I think that Britain should welcome more of these asylum seekers. I offer three main reasons. I also offer some conditions we should try and meet to keep them valid.

  1. We have a justice system that seems reasonably fair in granting or denying asylum. But it takes too long to process applications. We need to make decisions more quickly so that asylum seekers can contribute to our society or return to their countries of origin. Too many people are stuck in between.
  2. We have the capacity to accommodate more people. Our culture is welcoming and our cities have space to grow. Our economy is strong enough to invest in pleasant and productive lives for everyone. But we have too few homes. We must fix that problem.
  3. Many of these people are in desperate need. Many of the safe countries where asylum seekers arrive have over-stretched justice systems and economies that are weaker than ours. We should either accept direct transfers of asylum seekers from those countries and process and house them ourselves or we should increase payments to other countries in the EU so that they can accommodate new arrivals to Europe. If we continue to do neither it will be a stain on our history.

 

I'm not convinced that we should welcome more asylum seekers because we bear a responsibity for their awful predicament. Specifically in this case, because of our role in wars in the Middle East, our role in recent high food prices, and our role in causing climate change. I’ll take each in turn.

 

Wars

Foreign policy is really hard.

The Iraq war was a huge mistake. French-led intervention in Mali seems to have been a success. The arms we sell to Tunisia have generally had a positive impact. We’ll never know what would have happened in Libya if we hadn’t intervened, or what would have happened in Syria if we had intervened more. Few of the people fleeing Africa and the Middle-East are from Iraq and Mali where we did intervene. The majority are from Syria and Eritrea where we largely didn’t.

Our military policies bring stability when they work and chaos when they don’t. The net result is impossible to know. but I’m not convinced that we are such a force for instability that we are duty-bound to grant asylum to more people.

 

Food prices

Increases in global food prices are widely cited as a factor in causing the Arab Spring. I find that argument convincing. It is also reasonable to suggest that changes to the EU’s common agricultural policy and certain US efforts to reduce carbon dioxide emissions may have made the increase in food price more severe than it would otherwise have been.
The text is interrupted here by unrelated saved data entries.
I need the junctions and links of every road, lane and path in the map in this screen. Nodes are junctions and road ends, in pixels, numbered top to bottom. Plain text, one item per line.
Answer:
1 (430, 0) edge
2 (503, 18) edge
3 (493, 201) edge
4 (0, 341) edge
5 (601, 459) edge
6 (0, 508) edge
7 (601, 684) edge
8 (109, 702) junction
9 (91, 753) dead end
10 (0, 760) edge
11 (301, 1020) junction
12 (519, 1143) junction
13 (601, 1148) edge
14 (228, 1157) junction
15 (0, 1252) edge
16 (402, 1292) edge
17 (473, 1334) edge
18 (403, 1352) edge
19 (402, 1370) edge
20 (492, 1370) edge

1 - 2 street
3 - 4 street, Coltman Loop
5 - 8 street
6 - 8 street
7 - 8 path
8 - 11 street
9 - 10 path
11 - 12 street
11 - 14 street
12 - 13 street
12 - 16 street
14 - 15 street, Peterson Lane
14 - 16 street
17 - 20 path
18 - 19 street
First we’d have to decide that the Arab Spring was a bad thing. It’s too early to say that.

Secondly we’d have to decide that higher food prices are a bad thing, and I’m not sure about that either.

Many poor countries export food so rising prices are a benefit to many of the world’s poor. It is hunger not high food prices that are awful and both African and Worldwide hunger have been falling almost continuously for decades.

Whatever our role in higher food prices I see no reason to infer that we are responsible for increases in the number of asylum seekers.

 

Climate change

Global warming is happening and will continue. Europe and North America are largely to blame and we have a duty to reduce the damage it will do. I believe that our foreign aid is part of that. Another element is the scientific knowledge and technical assistance that developing nations receive and buy from us to increase their crop yields. Most of all, I think that we should be proud of our promotion of a global economic system that has seen the poorest parts of the world develop like never before through ever freer and fairer trade.

Climate change will cause human suffering in the future. Investments we are making now will reduce human suffering in the future. On balance I think we're probably a positive influence on world stability. Without information to the contrary I don’t think we bear a responsibility to take a greater number of people seeking asylum. We should take them anyway. Because it is right and because we can.